6. You've viewed the social media landscape from several different lenses throughout your career--when you take a step back what strikes you about how the industry has evolved over the last few years?
I am excited about the continued growth of social activity but disappointed by the rise of URL-free experiences like many mobile apps. Without URLs, it's uniformly hard to locate resources.
I am also surprised that more people haven't made careers for themselves as professional bloggers. And then turned their experiments into automated tech companies, I guess. It's pretty awesome. Really though, there's SO much opportunity in the democratization of publishing. Get in here, people!
7. What excites you about the future of social media?

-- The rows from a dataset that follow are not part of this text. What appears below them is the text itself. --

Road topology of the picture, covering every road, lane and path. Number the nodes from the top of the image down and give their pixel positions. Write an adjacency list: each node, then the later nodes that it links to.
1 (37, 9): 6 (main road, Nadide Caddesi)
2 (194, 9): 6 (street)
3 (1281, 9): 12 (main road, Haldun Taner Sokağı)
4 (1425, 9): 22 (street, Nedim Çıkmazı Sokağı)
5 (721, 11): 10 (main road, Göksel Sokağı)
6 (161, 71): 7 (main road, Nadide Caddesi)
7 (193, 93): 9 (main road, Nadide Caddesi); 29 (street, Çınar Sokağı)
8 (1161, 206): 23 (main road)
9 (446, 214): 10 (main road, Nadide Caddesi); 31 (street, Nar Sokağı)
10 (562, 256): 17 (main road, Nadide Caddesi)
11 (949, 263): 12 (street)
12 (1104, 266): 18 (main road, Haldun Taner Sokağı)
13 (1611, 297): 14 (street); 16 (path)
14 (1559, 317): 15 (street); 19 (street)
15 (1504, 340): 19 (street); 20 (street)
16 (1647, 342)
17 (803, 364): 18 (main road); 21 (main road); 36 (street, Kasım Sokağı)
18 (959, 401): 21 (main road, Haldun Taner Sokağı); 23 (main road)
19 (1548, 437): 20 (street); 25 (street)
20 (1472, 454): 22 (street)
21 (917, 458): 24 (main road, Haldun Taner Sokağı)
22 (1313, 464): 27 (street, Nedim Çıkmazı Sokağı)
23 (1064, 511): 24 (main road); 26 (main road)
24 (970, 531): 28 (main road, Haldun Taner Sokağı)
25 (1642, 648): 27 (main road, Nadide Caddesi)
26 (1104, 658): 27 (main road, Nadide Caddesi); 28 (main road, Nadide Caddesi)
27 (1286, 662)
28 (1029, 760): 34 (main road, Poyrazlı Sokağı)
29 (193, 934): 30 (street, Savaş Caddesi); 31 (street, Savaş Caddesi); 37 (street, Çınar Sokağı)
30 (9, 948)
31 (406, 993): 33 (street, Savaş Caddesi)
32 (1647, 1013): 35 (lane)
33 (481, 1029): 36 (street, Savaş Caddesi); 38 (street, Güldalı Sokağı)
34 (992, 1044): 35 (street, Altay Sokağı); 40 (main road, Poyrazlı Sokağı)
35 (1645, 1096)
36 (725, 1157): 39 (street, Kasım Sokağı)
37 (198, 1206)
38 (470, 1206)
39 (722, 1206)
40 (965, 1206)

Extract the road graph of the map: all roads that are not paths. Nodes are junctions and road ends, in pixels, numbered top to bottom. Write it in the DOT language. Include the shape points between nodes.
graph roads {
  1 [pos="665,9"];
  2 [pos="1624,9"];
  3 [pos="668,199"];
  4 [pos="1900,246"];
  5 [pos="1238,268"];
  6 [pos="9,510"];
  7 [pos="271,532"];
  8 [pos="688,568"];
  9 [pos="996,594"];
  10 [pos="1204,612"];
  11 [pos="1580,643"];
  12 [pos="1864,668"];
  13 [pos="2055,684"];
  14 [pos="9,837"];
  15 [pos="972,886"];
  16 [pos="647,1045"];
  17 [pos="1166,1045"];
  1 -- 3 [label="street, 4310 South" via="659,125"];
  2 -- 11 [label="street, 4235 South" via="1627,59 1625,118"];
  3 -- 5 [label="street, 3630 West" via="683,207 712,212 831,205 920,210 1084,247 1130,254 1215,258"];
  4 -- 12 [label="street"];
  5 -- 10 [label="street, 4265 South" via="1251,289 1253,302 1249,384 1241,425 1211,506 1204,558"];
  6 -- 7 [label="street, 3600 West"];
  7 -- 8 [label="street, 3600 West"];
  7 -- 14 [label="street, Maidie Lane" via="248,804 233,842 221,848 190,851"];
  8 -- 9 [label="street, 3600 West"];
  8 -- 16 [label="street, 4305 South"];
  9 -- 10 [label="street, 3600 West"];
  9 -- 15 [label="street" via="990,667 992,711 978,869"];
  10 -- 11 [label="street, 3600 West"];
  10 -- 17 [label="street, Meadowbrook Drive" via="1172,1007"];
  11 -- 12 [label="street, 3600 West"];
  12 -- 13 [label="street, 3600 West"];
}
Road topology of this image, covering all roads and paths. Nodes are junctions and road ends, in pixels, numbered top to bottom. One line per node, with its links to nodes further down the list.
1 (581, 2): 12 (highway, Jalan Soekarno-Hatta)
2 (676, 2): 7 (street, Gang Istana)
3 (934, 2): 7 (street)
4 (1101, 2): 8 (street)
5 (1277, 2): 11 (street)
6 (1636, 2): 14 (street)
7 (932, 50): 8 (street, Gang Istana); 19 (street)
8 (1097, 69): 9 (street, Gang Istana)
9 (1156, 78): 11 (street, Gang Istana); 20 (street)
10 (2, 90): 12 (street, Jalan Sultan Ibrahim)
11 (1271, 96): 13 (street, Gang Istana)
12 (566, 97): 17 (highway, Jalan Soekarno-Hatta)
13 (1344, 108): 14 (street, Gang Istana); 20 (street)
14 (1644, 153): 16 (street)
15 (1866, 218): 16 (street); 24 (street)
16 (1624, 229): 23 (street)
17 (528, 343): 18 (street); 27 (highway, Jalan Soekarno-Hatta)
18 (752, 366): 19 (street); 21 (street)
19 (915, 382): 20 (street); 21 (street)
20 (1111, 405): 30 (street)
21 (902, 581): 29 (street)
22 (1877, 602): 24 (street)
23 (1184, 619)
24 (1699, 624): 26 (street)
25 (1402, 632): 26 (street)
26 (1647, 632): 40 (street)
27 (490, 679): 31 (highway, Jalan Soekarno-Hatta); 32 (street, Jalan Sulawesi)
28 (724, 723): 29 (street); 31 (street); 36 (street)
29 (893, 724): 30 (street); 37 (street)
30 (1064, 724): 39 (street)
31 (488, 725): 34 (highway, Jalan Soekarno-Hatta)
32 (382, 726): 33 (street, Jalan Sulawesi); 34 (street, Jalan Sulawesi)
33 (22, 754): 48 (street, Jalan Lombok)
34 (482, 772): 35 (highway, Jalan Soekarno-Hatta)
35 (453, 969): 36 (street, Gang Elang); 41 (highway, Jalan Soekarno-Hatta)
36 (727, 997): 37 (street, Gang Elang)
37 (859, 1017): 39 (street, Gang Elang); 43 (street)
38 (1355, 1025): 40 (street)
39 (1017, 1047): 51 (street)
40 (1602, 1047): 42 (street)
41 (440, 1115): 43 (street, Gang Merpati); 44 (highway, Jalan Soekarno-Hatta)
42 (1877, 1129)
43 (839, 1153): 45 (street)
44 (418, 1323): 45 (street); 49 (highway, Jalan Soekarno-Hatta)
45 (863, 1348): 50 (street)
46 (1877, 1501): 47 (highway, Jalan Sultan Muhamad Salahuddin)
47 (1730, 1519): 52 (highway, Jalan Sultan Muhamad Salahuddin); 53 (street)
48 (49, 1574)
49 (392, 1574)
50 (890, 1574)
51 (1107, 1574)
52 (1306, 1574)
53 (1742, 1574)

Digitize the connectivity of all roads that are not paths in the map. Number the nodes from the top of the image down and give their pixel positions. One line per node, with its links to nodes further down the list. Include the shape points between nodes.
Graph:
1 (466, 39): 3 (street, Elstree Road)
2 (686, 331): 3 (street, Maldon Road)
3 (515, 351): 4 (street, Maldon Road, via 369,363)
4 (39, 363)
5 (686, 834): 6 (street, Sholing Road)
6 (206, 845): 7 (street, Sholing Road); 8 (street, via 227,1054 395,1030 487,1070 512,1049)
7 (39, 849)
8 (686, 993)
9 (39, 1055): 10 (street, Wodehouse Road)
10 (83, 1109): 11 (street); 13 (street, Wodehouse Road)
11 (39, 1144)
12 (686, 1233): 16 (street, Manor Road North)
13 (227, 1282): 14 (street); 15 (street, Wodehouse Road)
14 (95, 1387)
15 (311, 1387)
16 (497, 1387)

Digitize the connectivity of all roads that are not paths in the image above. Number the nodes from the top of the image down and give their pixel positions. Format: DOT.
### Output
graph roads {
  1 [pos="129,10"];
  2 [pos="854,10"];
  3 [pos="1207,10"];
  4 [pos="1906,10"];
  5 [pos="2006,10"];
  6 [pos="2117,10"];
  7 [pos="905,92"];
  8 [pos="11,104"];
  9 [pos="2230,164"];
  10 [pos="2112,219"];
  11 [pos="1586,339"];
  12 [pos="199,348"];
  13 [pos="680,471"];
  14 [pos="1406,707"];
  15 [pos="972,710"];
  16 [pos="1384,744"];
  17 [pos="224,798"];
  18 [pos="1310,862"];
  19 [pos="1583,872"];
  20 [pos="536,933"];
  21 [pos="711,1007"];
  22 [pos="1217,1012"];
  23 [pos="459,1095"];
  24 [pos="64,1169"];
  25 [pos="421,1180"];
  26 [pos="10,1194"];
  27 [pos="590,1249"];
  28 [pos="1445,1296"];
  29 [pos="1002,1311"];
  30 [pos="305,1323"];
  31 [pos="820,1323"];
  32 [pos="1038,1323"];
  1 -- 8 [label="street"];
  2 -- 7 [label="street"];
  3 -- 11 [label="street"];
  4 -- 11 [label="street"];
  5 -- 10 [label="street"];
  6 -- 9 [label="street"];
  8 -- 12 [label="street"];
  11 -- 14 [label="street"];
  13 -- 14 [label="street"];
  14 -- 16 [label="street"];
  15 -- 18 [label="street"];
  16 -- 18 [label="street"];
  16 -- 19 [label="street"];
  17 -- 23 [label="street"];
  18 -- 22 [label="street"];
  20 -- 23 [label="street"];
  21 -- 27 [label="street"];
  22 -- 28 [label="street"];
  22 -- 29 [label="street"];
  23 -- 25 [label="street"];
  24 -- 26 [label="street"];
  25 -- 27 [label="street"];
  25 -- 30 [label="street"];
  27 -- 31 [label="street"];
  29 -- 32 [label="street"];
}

I am excited about the opportunity for social media to deliver understanding from one person to another, around the world, in real time, to foster learning and empathy on an unprecedented scale that changes the human experience for the better.
8. With Little Bird being a tool focused on influence, I imagine you have some interesting thoughts on what true influence is: how do people attain it and how should we measure it?
I believe influence online is most effectively built by making dignified, high-value contributions to public conversations of general interest. Different ways to add value to online conversations include: finding something important first, articulating something unusually well, aggregating multiple perspectives into one summary, taking an unusual perspective on a topic of general interest and being funny. But being funny is very hard.
9. Who impresses you on social media? Who do you learn from?
Jason Calacanis for his prolific public experiments and thoughtfulness. Marilyn Cox at Oracle for the high quality content curation she engages in. Alex Williams of The New Stack for being an inspiration in creating his own blog. Anil Dash for adding so much to conversations, so smart and sassy.
10. Any last thoughts/advice for our audience of social media professionals/hobbyists?
You should probably Tweet more. If you read at least five Tweets for every one you post, it's good. If you subscribe to YouTube channels they'll send you an email each day with new updates from all your subscriptions. It's good to listen to people online who disagree with you. There's too much How To Do Social Media content on the internet already. The internet is wonderful, let's be good to it.